DATASET EXTRACT
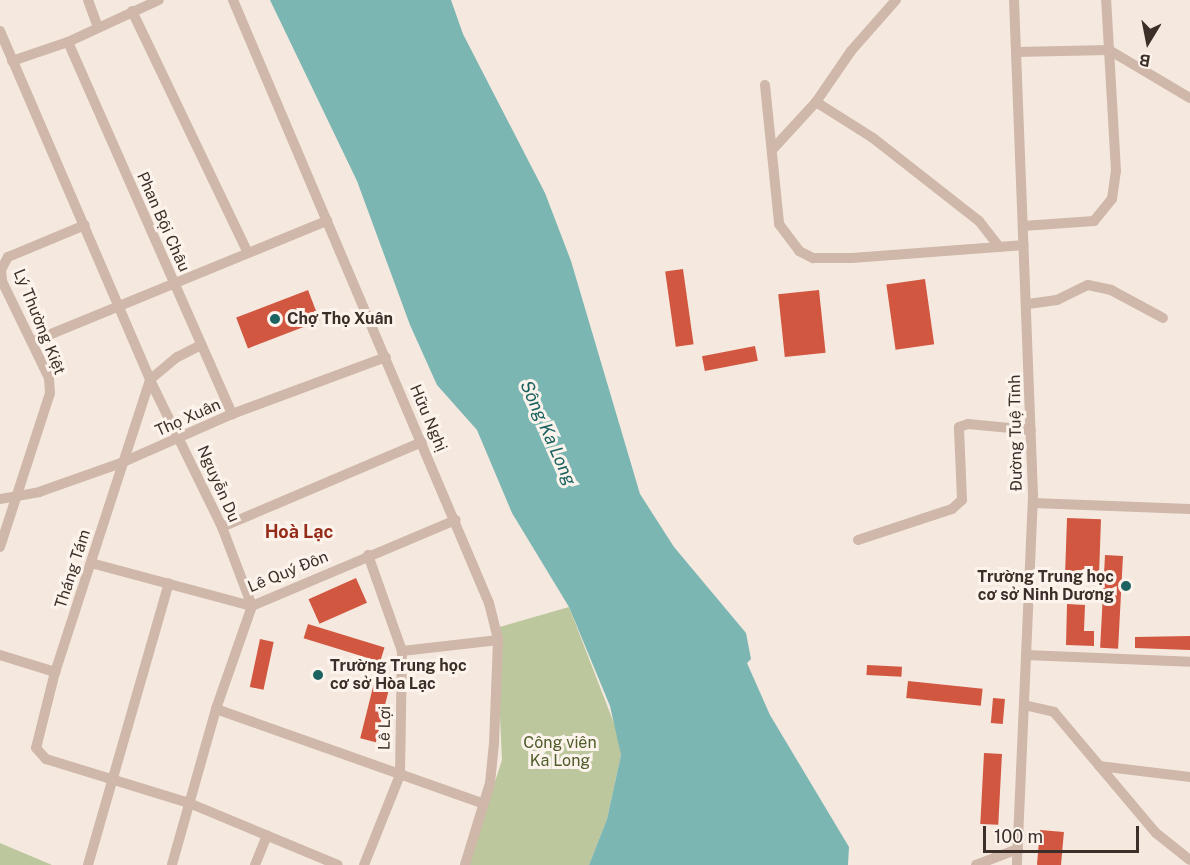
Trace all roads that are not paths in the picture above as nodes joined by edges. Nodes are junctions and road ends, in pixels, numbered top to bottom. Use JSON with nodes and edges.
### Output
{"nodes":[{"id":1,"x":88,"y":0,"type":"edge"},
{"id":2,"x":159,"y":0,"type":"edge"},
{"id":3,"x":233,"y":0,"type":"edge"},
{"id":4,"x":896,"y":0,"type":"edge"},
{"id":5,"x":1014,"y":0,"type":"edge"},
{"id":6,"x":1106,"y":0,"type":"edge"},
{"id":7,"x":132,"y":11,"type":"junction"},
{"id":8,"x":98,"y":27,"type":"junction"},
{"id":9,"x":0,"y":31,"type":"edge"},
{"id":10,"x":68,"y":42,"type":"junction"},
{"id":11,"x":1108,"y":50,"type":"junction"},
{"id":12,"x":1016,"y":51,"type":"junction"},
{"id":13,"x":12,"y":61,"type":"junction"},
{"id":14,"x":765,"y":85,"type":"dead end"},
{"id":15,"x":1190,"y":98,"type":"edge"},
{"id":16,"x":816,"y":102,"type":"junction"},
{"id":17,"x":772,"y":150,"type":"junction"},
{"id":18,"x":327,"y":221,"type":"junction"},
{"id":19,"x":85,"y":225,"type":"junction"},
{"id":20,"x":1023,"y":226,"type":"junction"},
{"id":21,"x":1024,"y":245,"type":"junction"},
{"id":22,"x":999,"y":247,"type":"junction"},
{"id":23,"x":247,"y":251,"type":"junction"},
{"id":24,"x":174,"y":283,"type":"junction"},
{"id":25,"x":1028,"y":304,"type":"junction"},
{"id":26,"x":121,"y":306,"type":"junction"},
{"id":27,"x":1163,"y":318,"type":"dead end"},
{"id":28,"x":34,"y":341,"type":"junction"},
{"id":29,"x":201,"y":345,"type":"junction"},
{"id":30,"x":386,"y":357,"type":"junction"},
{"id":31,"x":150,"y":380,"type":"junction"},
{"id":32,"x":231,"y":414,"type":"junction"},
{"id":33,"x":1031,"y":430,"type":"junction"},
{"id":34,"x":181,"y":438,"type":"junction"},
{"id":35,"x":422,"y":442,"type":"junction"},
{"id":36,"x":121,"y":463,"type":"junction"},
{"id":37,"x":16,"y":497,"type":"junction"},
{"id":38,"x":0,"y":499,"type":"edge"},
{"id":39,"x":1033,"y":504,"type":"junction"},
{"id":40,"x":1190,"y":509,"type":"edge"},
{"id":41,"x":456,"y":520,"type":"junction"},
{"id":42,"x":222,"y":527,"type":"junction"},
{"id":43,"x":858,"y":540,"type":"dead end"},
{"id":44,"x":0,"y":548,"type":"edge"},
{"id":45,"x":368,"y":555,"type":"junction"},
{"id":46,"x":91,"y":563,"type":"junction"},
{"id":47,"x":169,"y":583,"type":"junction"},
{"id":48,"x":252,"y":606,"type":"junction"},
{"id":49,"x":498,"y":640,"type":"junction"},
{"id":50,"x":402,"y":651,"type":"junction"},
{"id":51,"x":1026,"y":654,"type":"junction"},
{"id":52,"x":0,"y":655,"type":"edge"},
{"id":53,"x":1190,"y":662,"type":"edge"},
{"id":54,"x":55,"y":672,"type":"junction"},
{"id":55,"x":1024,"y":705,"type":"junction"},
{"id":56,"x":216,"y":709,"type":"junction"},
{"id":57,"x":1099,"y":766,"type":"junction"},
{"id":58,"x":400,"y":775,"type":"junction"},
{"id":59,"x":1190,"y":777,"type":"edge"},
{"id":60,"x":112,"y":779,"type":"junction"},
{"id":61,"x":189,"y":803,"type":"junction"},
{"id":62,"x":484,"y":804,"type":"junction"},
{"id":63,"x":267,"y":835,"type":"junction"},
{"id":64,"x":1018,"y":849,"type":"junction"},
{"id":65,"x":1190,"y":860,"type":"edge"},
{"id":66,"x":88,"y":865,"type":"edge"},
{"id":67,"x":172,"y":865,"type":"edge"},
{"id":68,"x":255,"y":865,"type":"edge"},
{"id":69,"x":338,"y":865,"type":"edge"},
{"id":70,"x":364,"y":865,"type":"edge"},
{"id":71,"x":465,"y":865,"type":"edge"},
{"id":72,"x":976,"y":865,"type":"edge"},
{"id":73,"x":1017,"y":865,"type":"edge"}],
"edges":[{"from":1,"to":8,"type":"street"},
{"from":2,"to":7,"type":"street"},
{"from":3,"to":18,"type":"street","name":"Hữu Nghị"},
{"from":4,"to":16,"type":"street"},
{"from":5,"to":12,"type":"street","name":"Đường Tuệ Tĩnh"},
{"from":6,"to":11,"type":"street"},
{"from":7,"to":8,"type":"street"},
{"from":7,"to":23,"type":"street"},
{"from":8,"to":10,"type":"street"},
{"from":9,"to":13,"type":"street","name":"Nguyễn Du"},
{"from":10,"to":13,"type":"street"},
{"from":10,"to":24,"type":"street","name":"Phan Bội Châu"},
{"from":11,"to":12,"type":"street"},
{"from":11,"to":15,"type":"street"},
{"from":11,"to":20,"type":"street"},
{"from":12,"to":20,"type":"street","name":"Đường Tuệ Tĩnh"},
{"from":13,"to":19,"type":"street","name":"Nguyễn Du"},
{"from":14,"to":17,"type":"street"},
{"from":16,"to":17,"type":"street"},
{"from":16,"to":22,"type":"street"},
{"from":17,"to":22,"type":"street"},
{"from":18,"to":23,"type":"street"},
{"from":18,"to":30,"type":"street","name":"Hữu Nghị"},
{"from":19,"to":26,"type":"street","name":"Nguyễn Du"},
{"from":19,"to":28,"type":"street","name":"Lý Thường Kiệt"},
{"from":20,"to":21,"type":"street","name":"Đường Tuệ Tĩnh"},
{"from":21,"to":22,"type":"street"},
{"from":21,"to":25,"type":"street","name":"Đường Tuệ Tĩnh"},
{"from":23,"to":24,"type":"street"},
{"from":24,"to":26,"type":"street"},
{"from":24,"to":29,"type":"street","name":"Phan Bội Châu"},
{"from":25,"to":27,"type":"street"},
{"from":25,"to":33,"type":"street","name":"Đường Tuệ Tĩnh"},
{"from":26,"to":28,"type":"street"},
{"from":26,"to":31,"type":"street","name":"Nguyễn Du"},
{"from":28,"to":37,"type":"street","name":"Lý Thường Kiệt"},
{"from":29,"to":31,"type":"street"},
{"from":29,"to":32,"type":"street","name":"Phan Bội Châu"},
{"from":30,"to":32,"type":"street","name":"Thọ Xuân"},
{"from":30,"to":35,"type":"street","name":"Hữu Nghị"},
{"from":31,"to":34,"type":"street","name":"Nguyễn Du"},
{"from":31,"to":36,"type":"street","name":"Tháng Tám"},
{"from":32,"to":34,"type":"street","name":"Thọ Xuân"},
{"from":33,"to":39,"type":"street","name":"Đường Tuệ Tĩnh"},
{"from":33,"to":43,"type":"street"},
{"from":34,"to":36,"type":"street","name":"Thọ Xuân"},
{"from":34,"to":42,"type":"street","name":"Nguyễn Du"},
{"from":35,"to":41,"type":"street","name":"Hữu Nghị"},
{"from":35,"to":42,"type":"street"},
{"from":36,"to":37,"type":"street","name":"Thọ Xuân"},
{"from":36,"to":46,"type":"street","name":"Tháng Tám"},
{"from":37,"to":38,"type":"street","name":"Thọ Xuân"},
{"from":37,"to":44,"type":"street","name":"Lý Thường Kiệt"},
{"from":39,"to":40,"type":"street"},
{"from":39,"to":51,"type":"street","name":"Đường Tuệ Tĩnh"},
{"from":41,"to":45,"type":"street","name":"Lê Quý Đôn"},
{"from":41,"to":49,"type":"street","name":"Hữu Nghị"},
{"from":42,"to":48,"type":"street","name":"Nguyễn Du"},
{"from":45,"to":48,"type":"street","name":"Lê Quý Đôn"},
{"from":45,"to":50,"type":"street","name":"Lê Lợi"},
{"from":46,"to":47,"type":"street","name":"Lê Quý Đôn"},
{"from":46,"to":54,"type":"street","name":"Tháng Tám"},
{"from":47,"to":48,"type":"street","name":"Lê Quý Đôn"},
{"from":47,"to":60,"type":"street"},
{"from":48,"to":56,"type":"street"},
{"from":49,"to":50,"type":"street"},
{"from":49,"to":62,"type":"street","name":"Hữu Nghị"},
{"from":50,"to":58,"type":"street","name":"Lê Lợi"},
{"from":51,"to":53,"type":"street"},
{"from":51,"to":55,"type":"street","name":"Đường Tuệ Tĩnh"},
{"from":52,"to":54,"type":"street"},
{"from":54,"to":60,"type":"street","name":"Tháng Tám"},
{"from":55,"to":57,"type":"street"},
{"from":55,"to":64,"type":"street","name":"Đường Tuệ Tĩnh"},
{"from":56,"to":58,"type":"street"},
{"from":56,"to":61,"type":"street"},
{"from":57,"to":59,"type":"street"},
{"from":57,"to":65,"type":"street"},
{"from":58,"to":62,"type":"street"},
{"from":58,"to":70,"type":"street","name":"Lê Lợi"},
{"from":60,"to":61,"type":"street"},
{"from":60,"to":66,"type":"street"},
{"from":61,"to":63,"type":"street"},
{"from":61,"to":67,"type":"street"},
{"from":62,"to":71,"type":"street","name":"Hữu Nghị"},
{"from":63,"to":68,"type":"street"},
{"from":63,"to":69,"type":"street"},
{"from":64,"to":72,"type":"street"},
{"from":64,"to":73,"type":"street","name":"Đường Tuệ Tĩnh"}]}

EXERCISE DIRECTIONS
Check each line of the data above for the word "Thường". Report how many lines have it, and nothing else.

WRITTEN RESPONSE
3